◆ YOUR INSTRUCTIONS
Your output should be the entries below, exact in every detail.

*** EXERCISE DATA ***

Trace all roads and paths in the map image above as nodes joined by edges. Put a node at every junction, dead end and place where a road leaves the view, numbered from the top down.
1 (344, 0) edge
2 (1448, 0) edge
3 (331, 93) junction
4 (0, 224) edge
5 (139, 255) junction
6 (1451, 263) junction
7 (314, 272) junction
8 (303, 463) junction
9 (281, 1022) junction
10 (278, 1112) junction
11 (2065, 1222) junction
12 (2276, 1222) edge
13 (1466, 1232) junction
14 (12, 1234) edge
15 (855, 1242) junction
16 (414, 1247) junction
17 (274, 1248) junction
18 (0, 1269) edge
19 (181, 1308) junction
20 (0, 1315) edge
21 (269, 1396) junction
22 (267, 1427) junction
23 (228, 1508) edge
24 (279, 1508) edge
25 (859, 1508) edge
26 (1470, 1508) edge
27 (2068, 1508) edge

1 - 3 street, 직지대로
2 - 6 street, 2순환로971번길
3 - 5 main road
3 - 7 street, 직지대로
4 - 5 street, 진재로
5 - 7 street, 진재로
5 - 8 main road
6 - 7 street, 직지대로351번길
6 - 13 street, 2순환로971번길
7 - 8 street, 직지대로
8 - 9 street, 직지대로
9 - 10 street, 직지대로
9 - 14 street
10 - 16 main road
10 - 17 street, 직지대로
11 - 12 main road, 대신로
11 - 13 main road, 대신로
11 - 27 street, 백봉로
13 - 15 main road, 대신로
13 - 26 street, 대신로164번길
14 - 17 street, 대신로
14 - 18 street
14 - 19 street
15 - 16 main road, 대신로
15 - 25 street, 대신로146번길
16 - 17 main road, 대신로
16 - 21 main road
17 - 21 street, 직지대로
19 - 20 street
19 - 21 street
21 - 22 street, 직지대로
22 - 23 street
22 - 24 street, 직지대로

*** End of EXERCISE DATA ***

◆ TASK ANSWER
Trace all roads and paths in the map image above as nodes joined by edges. Put a node at every junction, dead end and place where a road leaves the view, numbered from the top down.
1 (344, 0) edge
2 (1448, 0) edge
3 (331, 93) junction
4 (0, 224) edge
5 (139, 255) junction
6 (1451, 263) junction
7 (314, 272) junction
8 (303, 463) junction
9 (281, 1022) junction
10 (278, 1112) junction
11 (2065, 1222) junction
12 (2276, 1222) edge
13 (1466, 1232) junction
14 (12, 1234) edge
15 (855, 1242) junction
16 (414, 1247) junction
17 (274, 1248) junction
18 (0, 1269) edge
19 (181, 1308) junction
20 (0, 1315) edge
21 (269, 1396) junction
22 (267, 1427) junction
23 (228, 1508) edge
24 (279, 1508) edge
25 (859, 1508) edge
26 (1470, 1508) edge
27 (2068, 1508) edge

1 - 3 street, 직지대로
2 - 6 street, 2순환로971번길
3 - 5 main road
3 - 7 street, 직지대로
4 - 5 street, 진재로
5 - 7 street, 진재로
5 - 8 main road
6 - 7 street, 직지대로351번길
6 - 13 street, 2순환로971번길
7 - 8 street, 직지대로
8 - 9 street, 직지대로
9 - 10 street, 직지대로
9 - 14 street
10 - 16 main road
10 - 17 street, 직지대로
11 - 12 main road, 대신로
11 - 13 main road, 대신로
11 - 27 street, 백봉로
13 - 15 main road, 대신로
13 - 26 street, 대신로164번길
14 - 17 street, 대신로
14 - 18 street
14 - 19 street
15 - 16 main road, 대신로
15 - 25 street, 대신로146번길
16 - 17 main road, 대신로
16 - 21 main road
17 - 21 street, 직지대로
19 - 20 street
19 - 21 street
21 - 22 street, 직지대로
22 - 23 street
22 - 24 street, 직지대로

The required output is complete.